- Collected data -
************
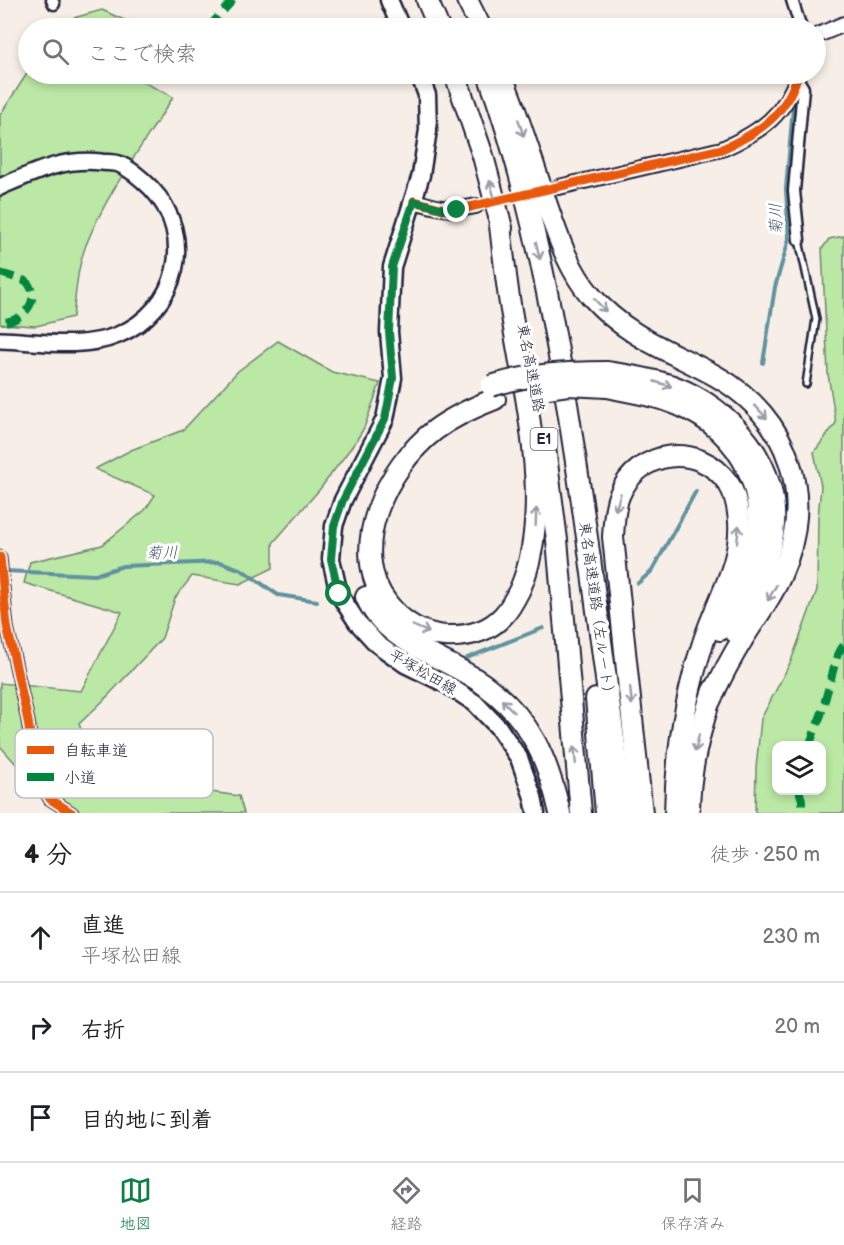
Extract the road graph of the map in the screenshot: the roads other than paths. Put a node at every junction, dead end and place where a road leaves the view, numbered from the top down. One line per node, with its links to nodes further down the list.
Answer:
1 (389, 0): 6 (main road)
2 (427, 0): 7 (highway)
3 (460, 0): 8 (highway)
4 (467, 0): 9 (highway)
5 (792, 0): 10 (street)
6 (397, 18)
7 (435, 18)
8 (467, 18)
9 (476, 18)
10 (798, 18)
11 (844, 24): 12 (street)
12 (826, 32)
13 (423, 84): 21 (main road, 平塚松田線)
14 (458, 84): 23 (highway, 東名高速道路 / E1, one-way to 14)
15 (491, 84): 29 (highway, 東名高速道路 / E1, one-way to 29)
16 (504, 84): 32 (highway, one-way to 32)
17 (793, 84): 20 (street)
18 (801, 84): 24 (street)
19 (0, 187): 25 (main road)
20 (559, 187)
21 (414, 201): 22 (street); 37 (main road, 平塚松田線)
22 (476, 206)
23 (500, 217): 28 (highway, one-way to 23); 39 (highway, 東名高速道路 / E1, one-way to 23)
24 (799, 240): 27 (lane)
25 (0, 340)
26 (606, 380): 28 (highway, bridge); 32 (highway, one-way to 32); 34 (highway)
27 (806, 384)
28 (493, 392): 38 (highway, one-way to 28)
29 (568, 410): 40 (highway, E1); 41 (highway, 東名高速道路（左ルート） / E1)
30 (0, 557): 31 (street)
31 (3, 624): 33 (street)
32 (710, 701): 44 (highway, one-way to 44)
33 (29, 729)
34 (683, 731): 42 (highway, one-way to 42); 43 (highway)
35 (49, 798): 36 (street)
36 (72, 813)
37 (536, 813)
38 (560, 813)
39 (581, 813)
40 (606, 813)
41 (624, 813)
42 (642, 813)
43 (675, 813)
44 (689, 813)

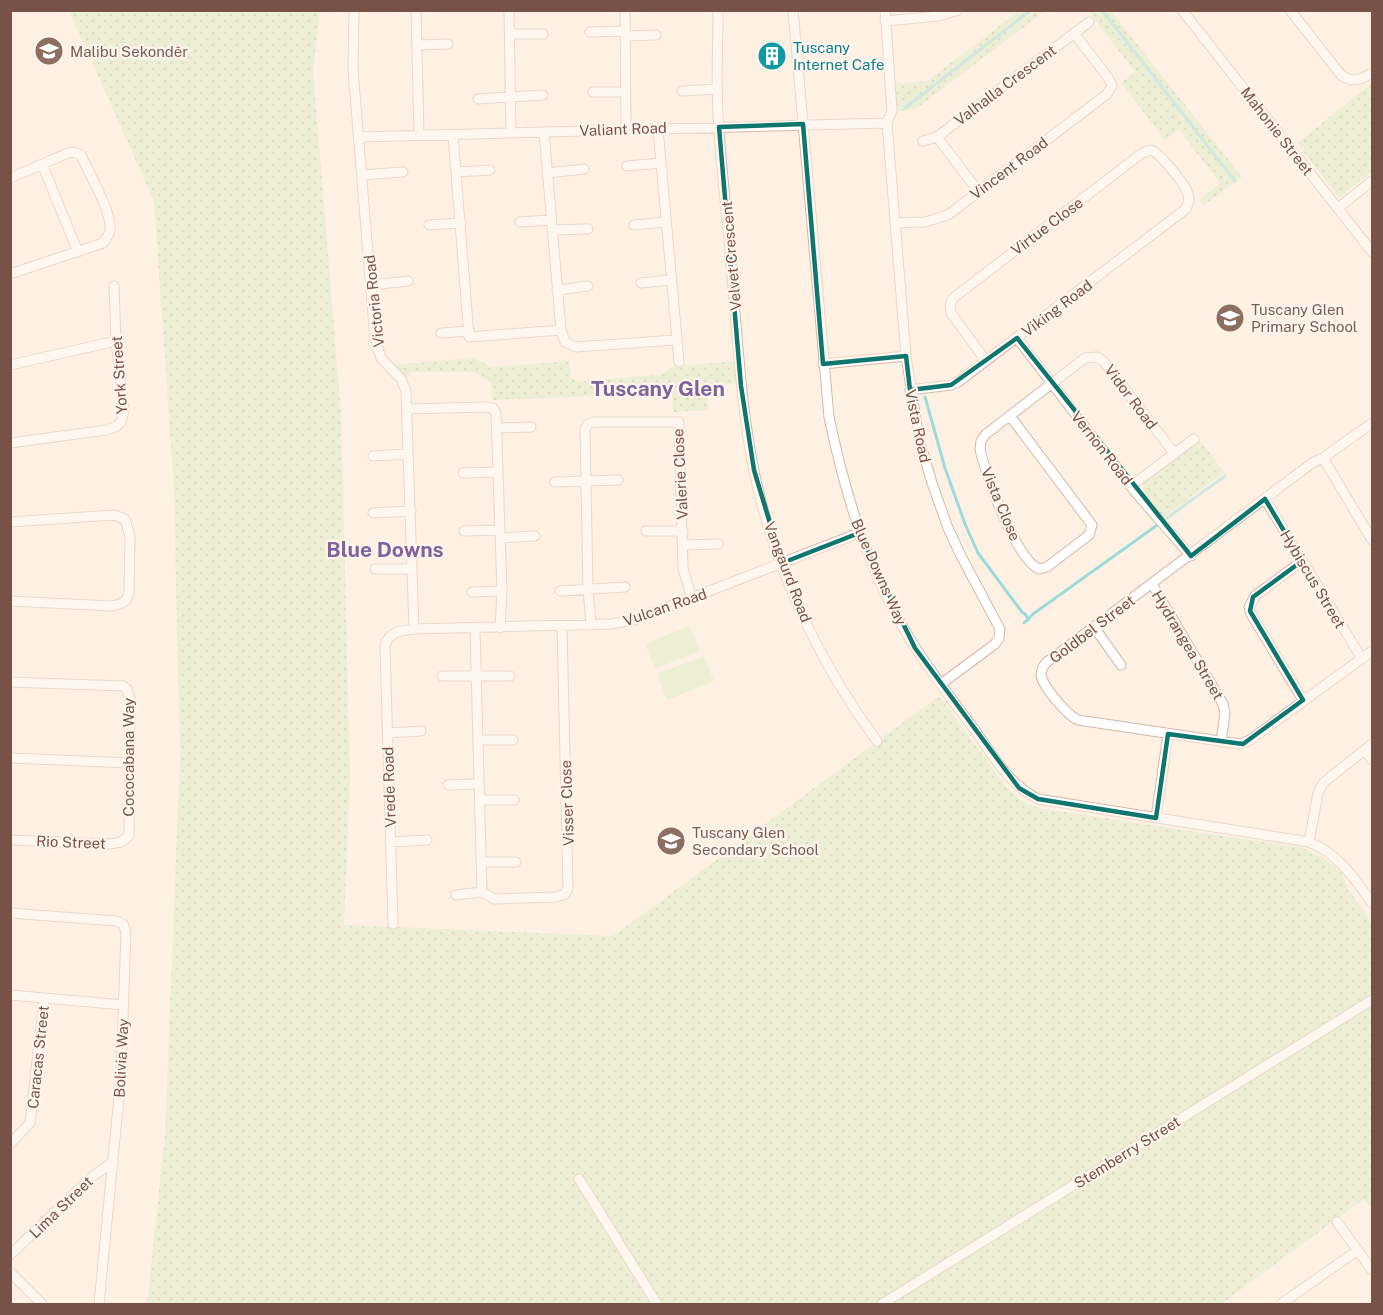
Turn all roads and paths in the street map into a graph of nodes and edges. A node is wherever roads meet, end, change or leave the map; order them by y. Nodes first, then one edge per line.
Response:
1 (354, 10) edge
2 (416, 10) edge
3 (509, 10) edge
4 (625, 10) edge
5 (718, 10) edge
6 (793, 10) edge
7 (958, 10) edge
8 (1182, 10) edge
9 (1290, 10) edge
10 (885, 16) edge
11 (1089, 22) dead end
12 (590, 32) dead end
13 (625, 33) junction
14 (1074, 33) junction
15 (510, 34) junction
16 (543, 34) dead end
17 (656, 35) dead end
18 (448, 44) dead end
19 (417, 45) junction
20 (1372, 73) edge
21 (717, 89) junction
22 (682, 91) dead end
23 (593, 92) dead end
24 (626, 92) junction
25 (543, 95) dead end
26 (509, 96) junction
27 (478, 99) dead end
28 (887, 123) junction
29 (803, 124) junction
30 (719, 127) junction
31 (626, 129) junction
32 (658, 129) junction
33 (544, 132) junction
34 (511, 133) junction
35 (419, 134) junction
36 (453, 135) junction
37 (359, 137) junction
38 (936, 137) junction
39 (923, 141) dead end
40 (661, 163) junction
41 (42, 164) junction
42 (627, 166) dead end
43 (584, 169) dead end
44 (490, 170) dead end
45 (403, 172) dead end
46 (456, 172) junction
47 (548, 172) junction
48 (362, 175) junction
49 (10, 178) edge
50 (1372, 181) edge
51 (978, 191) junction
52 (1189, 200) joint
53 (1338, 208) junction
54 (520, 222) dead end
55 (665, 222) junction
56 (895, 223) junction
57 (461, 224) junction
58 (429, 225) dead end
59 (551, 225) junction
60 (634, 225) dead end
61 (588, 229) dead end
62 (78, 252) junction
63 (1372, 252) edge
64 (10, 274) edge
65 (670, 280) junction
66 (408, 282) dead end
67 (641, 283) dead end
68 (371, 285) junction
69 (114, 286) dead end
70 (588, 286) dead end
71 (557, 290) junction
72 (561, 330) junction
73 (469, 331) junction
74 (441, 333) dead end
75 (1017, 338) junction
76 (676, 340) junction
77 (116, 341) junction
78 (906, 356) junction
79 (986, 361) junction
80 (678, 362) dead end
81 (823, 364) junction
82 (10, 365) edge
83 (1052, 384) junction
84 (741, 386) joint
85 (910, 390) junction
86 (408, 408) junction
87 (1010, 416) junction
88 (1372, 423) edge
89 (531, 427) dead end
90 (497, 428) junction
91 (1194, 439) dead end
92 (10, 443) edge
93 (1174, 453) junction
94 (408, 454) junction
95 (373, 456) dead end
96 (1323, 458) junction
97 (497, 472) junction
98 (463, 473) dead end
99 (586, 480) junction
100 (618, 480) dead end
101 (555, 482) dead end
102 (1131, 486) junction
103 (1265, 499) junction
104 (411, 511) junction
105 (373, 513) dead end
106 (10, 522) edge
107 (464, 531) dead end
108 (645, 531) dead end
109 (683, 531) junction
110 (859, 533) junction
111 (500, 534) junction
112 (535, 536) dead end
113 (1372, 540) edge
114 (718, 544) dead end
115 (683, 545) junction
116 (1191, 556) junction
117 (1302, 561) junction
118 (782, 562) junction
119 (375, 569) dead end
120 (411, 569) junction
121 (1152, 584) junction
122 (625, 587) dead end
123 (588, 589) junction
124 (502, 591) junction
125 (560, 591) dead end
126 (472, 592) dead end
127 (692, 598) junction
128 (10, 601) edge
129 (591, 625) junction
130 (562, 626) junction
131 (1094, 627) junction
132 (500, 628) junction
133 (414, 629) junction
134 (475, 629) junction
135 (390, 636) joint
136 (1372, 651) edge
137 (1362, 658) junction
138 (1121, 665) dead end
139 (442, 676) dead end
140 (476, 676) junction
141 (510, 676) dead end
142 (10, 682) edge
143 (940, 684) junction
144 (1304, 700) junction
145 (421, 731) dead end
146 (388, 733) junction
147 (1168, 734) junction
148 (478, 740) junction
149 (513, 740) dead end
150 (877, 741) dead end
151 (1221, 742) junction
152 (1369, 747) edge
153 (10, 758) edge
154 (1372, 760) edge
155 (130, 763) junction
156 (479, 784) junction
157 (448, 785) dead end
158 (480, 800) junction
159 (514, 800) dead end
160 (1156, 818) junction
161 (129, 835) joint
162 (10, 840) edge
163 (427, 840) dead end
164 (390, 842) junction
165 (1309, 842) junction
166 (481, 862) junction
167 (516, 862) dead end
168 (482, 892) junction
169 (456, 895) dead end
170 (1372, 903) edge
171 (10, 913) edge
172 (393, 924) dead end
173 (10, 995) edge
174 (44, 998) junction
175 (1372, 1000) edge
176 (124, 1005) junction
177 (10, 1144) edge
178 (112, 1162) junction
179 (579, 1179) dead end
180 (1337, 1222) dead end
181 (1358, 1250) junction
182 (10, 1255) edge
183 (1372, 1270) edge
184 (10, 1272) edge
185 (42, 1305) edge
186 (99, 1305) edge
187 (657, 1305) edge
188 (882, 1305) edge
189 (1281, 1305) edge

1 - 37 street, Victoria Road
2 - 19 street
3 - 15 street
4 - 13 street
5 - 21 street, Velvet Crescent
6 - 29 street, Blue Downs Way
7 - 10 street
8 - 53 street, Mahonie Street
9 - 20 street
10 - 28 street, Vista Road
11 - 14 street, Valhalla Crescent
12 - 13 street
13 - 17 street
13 - 24 street
14 - 38 street, Valhalla Crescent
14 - 51 street, Vincent Road
15 - 16 street
15 - 26 street
18 - 19 street
19 - 35 street
21 - 22 street
21 - 30 street, Velvet Crescent
23 - 24 street
24 - 31 street
25 - 26 street
26 - 27 street
26 - 34 street
28 - 29 street, Valiant Road
28 - 56 street, Vista Road
29 - 30 street, Valiant Road
29 - 81 street, Blue Downs Way
30 - 32 street, Valiant Road
30 - 84 street, Velvet Crescent
31 - 32 street, Valiant Road
31 - 33 street, Valiant Road
32 - 40 street
33 - 34 street, Valiant Road
33 - 47 street
34 - 36 street, Valiant Road
35 - 36 street, Valiant Road
35 - 37 street, Valiant Road
36 - 46 street
37 - 48 street, Victoria Road
38 - 39 street, Valhalla Crescent
38 - 51 street
40 - 42 street
40 - 55 street
41 - 49 street
41 - 62 street
41 - 62 street
43 - 47 street
44 - 46 street
45 - 48 street
46 - 57 street
47 - 59 street
48 - 68 street, Victoria Road
50 - 53 street
51 - 56 street, Vincent Road
52 - 75 street, Viking Road
52 - 79 street, Virtue Close
53 - 63 street, Mahonie Street
54 - 59 street
55 - 60 street
55 - 65 street
56 - 78 street, Vista Road
57 - 58 street
57 - 73 street
59 - 61 street
59 - 71 street
62 - 64 street
65 - 67 street
65 - 76 street
66 - 68 street
68 - 86 street, Victoria Road
69 - 77 street, York Street
70 - 71 street
71 - 72 street
72 - 73 street
72 - 76 street
73 - 74 street
75 - 79 street, Viking Road
75 - 83 street, Vernon Road
76 - 80 street
77 - 82 street
77 - 92 street, York Street
78 - 81 street
78 - 85 street, Vista Road
79 - 85 street, Viking Road
81 - 110 street, Blue Downs Way
83 - 87 street, Vista Close
83 - 93 street, Vidor Road
83 - 102 street, Vernon Road
84 - 118 street, Vangaurd Road
85 - 143 street, Vista Road
86 - 90 street
86 - 94 street, Victoria Road
87 - 87 street, Vista Close
88 - 96 street, Goldbel Street
89 - 90 street
90 - 97 street
91 - 93 street
93 - 102 street
94 - 95 street
94 - 104 street, Victoria Road
96 - 103 street, Goldbel Street
96 - 113 street
97 - 98 street
97 - 111 street
99 - 100 street
99 - 101 street
99 - 109 street, Valerie Close
99 - 123 street, Valerie Close
102 - 116 street, Vernon Road
103 - 116 street, Goldbel Street
103 - 117 street, Hybiscus Street
104 - 105 street
104 - 120 street, Victoria Road
106 - 128 street
107 - 111 street
108 - 109 street, Valerie Close
109 - 115 street, Valerie Close
110 - 118 street, Vulcan Road
110 - 143 street, Blue Downs Way
111 - 112 street
111 - 124 street
114 - 115 street
115 - 127 street, Valerie Close
116 - 121 street, Goldbel Street
117 - 137 street, Hybiscus Street
117 - 144 street
118 - 127 street, Vulcan Road
118 - 150 street, Vangaurd Road
119 - 120 street
120 - 133 street, Victoria Road
121 - 131 street, Goldbel Street
121 - 151 street, Hydrangea Street
122 - 123 street
123 - 125 street
123 - 129 street, Valerie Close
124 - 126 street
124 - 132 street
127 - 129 street, Vulcan Road
129 - 130 street, Vulcan Road
130 - 132 street, Vulcan Road
130 - 168 street, Visser Close
131 - 138 street
131 - 147 street, Goldbel Street
132 - 134 street, Vulcan Road
133 - 134 street, Vulcan Road
133 - 135 street, Vulcan Road
134 - 140 street
135 - 146 street, Vrede Road
136 - 137 street, Goldbel Street
137 - 144 street, Goldbel Street
139 - 140 street
140 - 141 street
140 - 148 street
142 - 155 street, Cococabana Way
143 - 160 street, Blue Downs Way
144 - 151 street, Goldbel Street
145 - 146 street, Vrede Road
146 - 164 street, Vrede Road
147 - 151 street, Goldbel Street
147 - 160 street
148 - 149 street
148 - 156 street
152 - 154 street
152 - 165 street
153 - 155 street
155 - 161 street, Cococabana Way
156 - 157 street
156 - 158 street
158 - 159 street
158 - 166 street
160 - 165 street, Blue Downs Way
161 - 162 street, Rio Street
163 - 164 street, Vrede Road
164 - 172 street, Vrede Road
165 - 170 street, Blue Downs Way
166 - 167 street
166 - 168 street
168 - 169 street, Visser Close
171 - 176 street, Bolivia Way
173 - 174 street
174 - 176 street
174 - 177 street, Caracas Street
175 - 188 street, Stemberry Street
176 - 178 street, Bolivia Way
178 - 182 street, Lima Street
178 - 186 street, Bolivia Way
179 - 187 street
180 - 181 street
181 - 183 street
181 - 189 street
184 - 185 street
************
- Aim of the exercise -
Produce the lines from the first line of the entries through the line that contains "Turn all roads", exactly, leaving the pictures behind.

- Response -
Extract the road graph of the map in the screenshot: the roads other than paths. Put a node at every junction, dead end and place where a road leaves the view, numbered from the top down. One line per node, with its links to nodes further down the list.
Answer:
1 (389, 0): 6 (main road)
2 (427, 0): 7 (highway)
3 (460, 0): 8 (highway)
4 (467, 0): 9 (highway)
5 (792, 0): 10 (street)
6 (397, 18)
7 (435, 18)
8 (467, 18)
9 (476, 18)
10 (798, 18)
11 (844, 24): 12 (street)
12 (826, 32)
13 (423, 84): 21 (main road, 平塚松田線)
14 (458, 84): 23 (highway, 東名高速道路 / E1, one-way to 14)
15 (491, 84): 29 (highway, 東名高速道路 / E1, one-way to 29)
16 (504, 84): 32 (highway, one-way to 32)
17 (793, 84): 20 (street)
18 (801, 84): 24 (street)
19 (0, 187): 25 (main road)
20 (559, 187)
21 (414, 201): 22 (street); 37 (main road, 平塚松田線)
22 (476, 206)
23 (500, 217): 28 (highway, one-way to 23); 39 (highway, 東名高速道路 / E1, one-way to 23)
24 (799, 240): 27 (lane)
25 (0, 340)
26 (606, 380): 28 (highway, bridge); 32 (highway, one-way to 32); 34 (highway)
27 (806, 384)
28 (493, 392): 38 (highway, one-way to 28)
29 (568, 410): 40 (highway, E1); 41 (highway, 東名高速道路（左ルート） / E1)
30 (0, 557): 31 (street)
31 (3, 624): 33 (street)
32 (710, 701): 44 (highway, one-way to 44)
33 (29, 729)
34 (683, 731): 42 (highway, one-way to 42); 43 (highway)
35 (49, 798): 36 (street)
36 (72, 813)
37 (536, 813)
38 (560, 813)
39 (581, 813)
40 (606, 813)
41 (624, 813)
42 (642, 813)
43 (675, 813)
44 (689, 813)

Turn all roads and paths in the street map into a graph of nodes and edges. A node is wherever roads meet, end, change or leave the map; order them by y. Nodes first, then one edge per line.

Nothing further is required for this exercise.